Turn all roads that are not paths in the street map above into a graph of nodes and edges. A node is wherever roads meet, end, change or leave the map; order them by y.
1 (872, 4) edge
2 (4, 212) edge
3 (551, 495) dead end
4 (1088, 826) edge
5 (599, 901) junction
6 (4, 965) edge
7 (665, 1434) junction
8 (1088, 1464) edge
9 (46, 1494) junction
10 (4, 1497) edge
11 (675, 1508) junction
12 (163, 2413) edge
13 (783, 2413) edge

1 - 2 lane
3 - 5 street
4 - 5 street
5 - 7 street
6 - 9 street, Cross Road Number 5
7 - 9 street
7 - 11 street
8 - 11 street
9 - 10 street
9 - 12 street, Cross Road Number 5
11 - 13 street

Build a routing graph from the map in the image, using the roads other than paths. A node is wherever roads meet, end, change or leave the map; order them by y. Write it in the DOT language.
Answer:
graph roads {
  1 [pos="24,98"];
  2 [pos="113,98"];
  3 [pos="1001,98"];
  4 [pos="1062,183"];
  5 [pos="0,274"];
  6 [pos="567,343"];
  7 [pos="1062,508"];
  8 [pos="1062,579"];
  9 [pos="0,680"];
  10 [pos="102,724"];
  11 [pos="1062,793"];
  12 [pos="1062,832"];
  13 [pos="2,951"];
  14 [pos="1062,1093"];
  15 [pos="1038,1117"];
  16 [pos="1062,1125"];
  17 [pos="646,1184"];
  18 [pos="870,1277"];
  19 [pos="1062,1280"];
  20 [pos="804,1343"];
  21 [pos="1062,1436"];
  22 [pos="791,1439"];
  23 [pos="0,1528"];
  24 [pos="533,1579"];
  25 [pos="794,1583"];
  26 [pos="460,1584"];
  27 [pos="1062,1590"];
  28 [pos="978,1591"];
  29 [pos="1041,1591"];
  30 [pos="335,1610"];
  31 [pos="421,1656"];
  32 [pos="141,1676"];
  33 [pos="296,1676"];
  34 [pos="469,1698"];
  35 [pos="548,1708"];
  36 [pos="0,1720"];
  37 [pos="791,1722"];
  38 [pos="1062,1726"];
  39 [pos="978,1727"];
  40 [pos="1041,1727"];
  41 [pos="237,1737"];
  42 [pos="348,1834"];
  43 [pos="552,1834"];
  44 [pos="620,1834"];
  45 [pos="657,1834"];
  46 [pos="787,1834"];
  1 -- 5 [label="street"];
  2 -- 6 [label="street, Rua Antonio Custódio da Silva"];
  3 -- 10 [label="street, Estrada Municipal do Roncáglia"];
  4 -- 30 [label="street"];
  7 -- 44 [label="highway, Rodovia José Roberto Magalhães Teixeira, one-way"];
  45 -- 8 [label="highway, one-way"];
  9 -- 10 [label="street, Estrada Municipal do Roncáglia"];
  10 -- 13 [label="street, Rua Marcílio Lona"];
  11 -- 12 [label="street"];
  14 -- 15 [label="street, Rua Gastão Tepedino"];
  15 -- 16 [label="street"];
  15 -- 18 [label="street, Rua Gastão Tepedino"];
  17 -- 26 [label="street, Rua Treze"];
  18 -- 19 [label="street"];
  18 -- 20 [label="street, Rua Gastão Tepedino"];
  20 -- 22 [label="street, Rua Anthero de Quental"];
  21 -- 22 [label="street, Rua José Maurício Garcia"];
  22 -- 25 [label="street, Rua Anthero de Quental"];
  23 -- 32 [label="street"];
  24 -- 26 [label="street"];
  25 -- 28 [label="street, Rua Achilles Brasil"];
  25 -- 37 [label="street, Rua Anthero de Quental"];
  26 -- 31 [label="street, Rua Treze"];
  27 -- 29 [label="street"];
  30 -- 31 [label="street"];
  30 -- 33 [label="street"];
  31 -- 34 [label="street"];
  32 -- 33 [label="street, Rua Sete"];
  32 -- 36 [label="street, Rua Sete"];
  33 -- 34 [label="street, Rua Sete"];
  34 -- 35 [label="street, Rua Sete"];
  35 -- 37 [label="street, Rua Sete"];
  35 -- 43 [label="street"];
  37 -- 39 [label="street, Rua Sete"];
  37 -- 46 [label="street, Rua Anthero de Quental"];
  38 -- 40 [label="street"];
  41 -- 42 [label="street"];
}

· · ·

**Exercise details**
Across the records above, how many lines hold the string "Sete"? The number alone will do.

**Your solution**
6